→ **Problem to solve**
Restate the records below word for word, and omit the images they hold.

Saved data entries
--------------------------------------------------
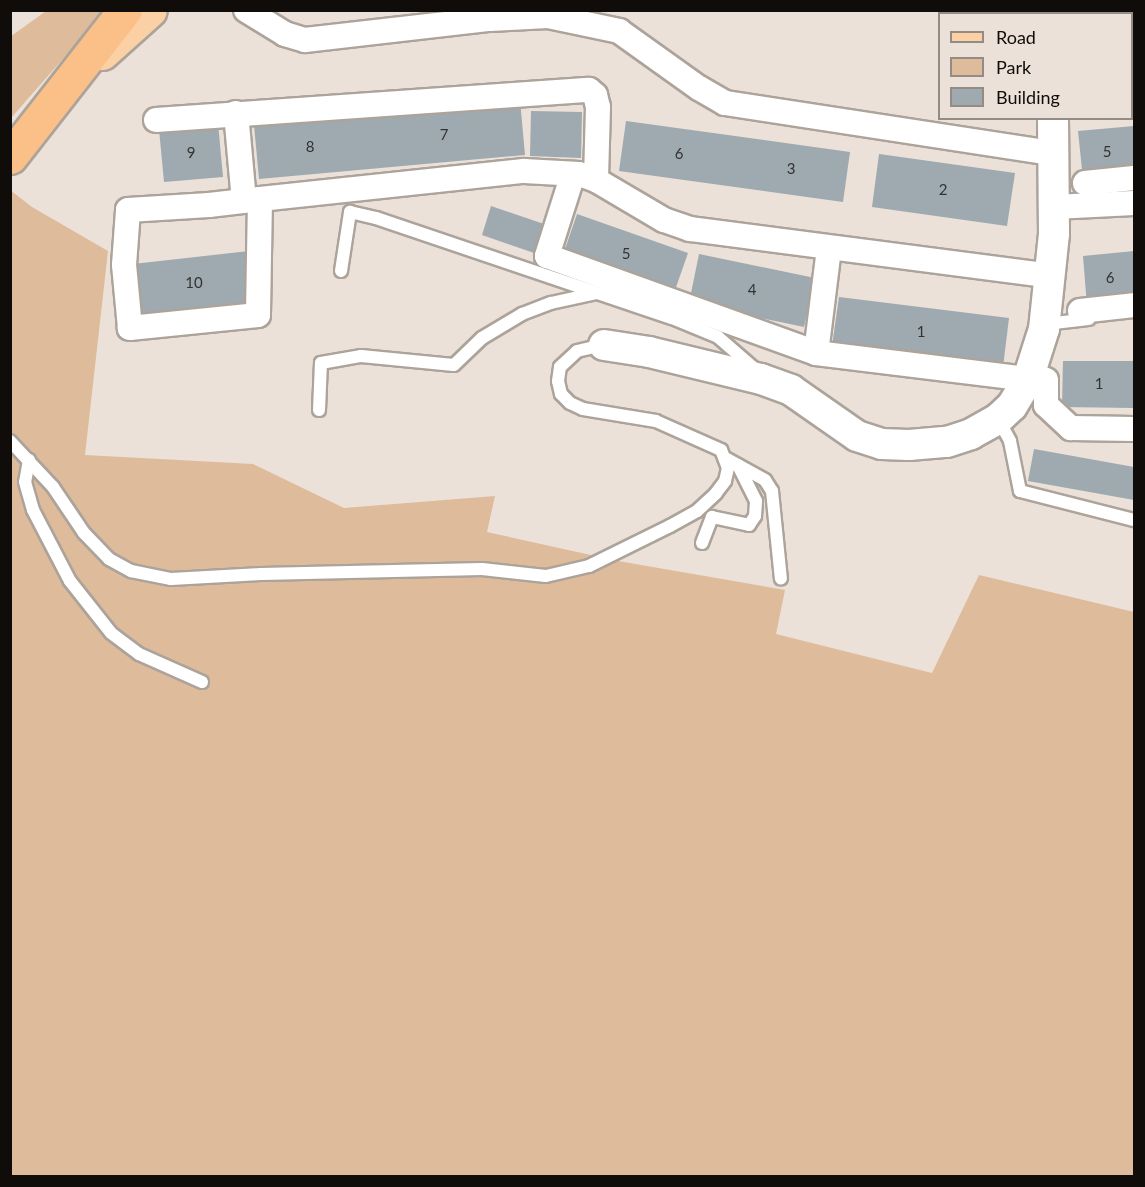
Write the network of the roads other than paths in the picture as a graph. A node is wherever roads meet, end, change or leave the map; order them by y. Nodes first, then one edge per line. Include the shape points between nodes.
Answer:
1 (125, 10) edge
2 (150, 10) edge
3 (246, 10) edge
4 (68, 84) junction
5 (236, 113) junction
6 (156, 120) dead end
7 (1053, 120) edge
8 (1053, 153) junction
9 (10, 157) edge
10 (584, 177) junction
11 (1134, 178) edge
12 (1086, 183) dead end
13 (252, 200) junction
14 (1134, 203) edge
15 (1054, 207) junction
16 (830, 248) junction
17 (341, 271) dead end
18 (1050, 276) junction
19 (597, 293) junction
20 (1134, 305) edge
21 (1080, 311) dead end
22 (1134, 314) edge
23 (1044, 324) junction
24 (604, 345) joint
25 (816, 353) junction
26 (1029, 376) junction
27 (770, 383) junction
28 (319, 410) dead end
29 (998, 419) junction
30 (1134, 429) edge
31 (10, 441) edge
32 (29, 460) junction
33 (732, 462) junction
34 (1134, 520) edge
35 (702, 543) dead end
36 (781, 579) dead end
37 (202, 682) dead end

1 - 4 highway
2 - 4 main road
3 - 8 street via 285,34 305,40 548,16 619,31 725,103
4 - 9 highway
5 - 6 street
5 - 10 street via 590,90 598,107
5 - 13 street
7 - 8 street
8 - 15 street
10 - 13 street via 524,171
10 - 16 street via 664,220 690,229
10 - 25 street via 547,256
11 - 12 street
13 - 13 street via 128,210 124,265 130,328 258,315
14 - 15 street
15 - 18 street
16 - 18 street
16 - 25 street
17 - 19 lane via 350,212
18 - 23 street
19 - 27 lane via 718,337
19 - 28 lane via 522,314 482,338 454,365 361,357 321,363
20 - 21 street
22 - 23 lane
23 - 26 street
24 - 27 street via 649,352
24 - 33 lane via 577,351 561,367 561,394 570,403 583,409 656,421 721,450
25 - 26 street
26 - 29 street via 1012,406
26 - 30 street via 1046,380 1046,405 1071,428
27 - 29 street via 791,390 857,436 882,444 947,442
29 - 34 lane via 1010,441 1020,491
31 - 32 lane
32 - 33 lane via 84,533 109,559 131,571 171,579 482,569 546,576 619,552 697,511 725,481
32 - 37 lane via 25,482 33,510 69,581 111,633 139,654
33 - 35 lane via 756,501 754,516 749,525 712,517
33 - 36 lane via 765,480 772,492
--------------------------------------------------
→ **Written solution**
Write the network of the roads other than paths in the picture as a graph. A node is wherever roads meet, end, change or leave the map; order them by y. Nodes first, then one edge per line. Include the shape points between nodes.
Answer:
1 (125, 10) edge
2 (150, 10) edge
3 (246, 10) edge
4 (68, 84) junction
5 (236, 113) junction
6 (156, 120) dead end
7 (1053, 120) edge
8 (1053, 153) junction
9 (10, 157) edge
10 (584, 177) junction
11 (1134, 178) edge
12 (1086, 183) dead end
13 (252, 200) junction
14 (1134, 203) edge
15 (1054, 207) junction
16 (830, 248) junction
17 (341, 271) dead end
18 (1050, 276) junction
19 (597, 293) junction
20 (1134, 305) edge
21 (1080, 311) dead end
22 (1134, 314) edge
23 (1044, 324) junction
24 (604, 345) joint
25 (816, 353) junction
26 (1029, 376) junction
27 (770, 383) junction
28 (319, 410) dead end
29 (998, 419) junction
30 (1134, 429) edge
31 (10, 441) edge
32 (29, 460) junction
33 (732, 462) junction
34 (1134, 520) edge
35 (702, 543) dead end
36 (781, 579) dead end
37 (202, 682) dead end

1 - 4 highway
2 - 4 main road
3 - 8 street via 285,34 305,40 548,16 619,31 725,103
4 - 9 highway
5 - 6 street
5 - 10 street via 590,90 598,107
5 - 13 street
7 - 8 street
8 - 15 street
10 - 13 street via 524,171
10 - 16 street via 664,220 690,229
10 - 25 street via 547,256
11 - 12 street
13 - 13 street via 128,210 124,265 130,328 258,315
14 - 15 street
15 - 18 street
16 - 18 street
16 - 25 street
17 - 19 lane via 350,212
18 - 23 street
19 - 27 lane via 718,337
19 - 28 lane via 522,314 482,338 454,365 361,357 321,363
20 - 21 street
22 - 23 lane
23 - 26 street
24 - 27 street via 649,352
24 - 33 lane via 577,351 561,367 561,394 570,403 583,409 656,421 721,450
25 - 26 street
26 - 29 street via 1012,406
26 - 30 street via 1046,380 1046,405 1071,428
27 - 29 street via 791,390 857,436 882,444 947,442
29 - 34 lane via 1010,441 1020,491
31 - 32 lane
32 - 33 lane via 84,533 109,559 131,571 171,579 482,569 546,576 619,552 697,511 725,481
32 - 37 lane via 25,482 33,510 69,581 111,633 139,654
33 - 35 lane via 756,501 754,516 749,525 712,517
33 - 36 lane via 765,480 772,492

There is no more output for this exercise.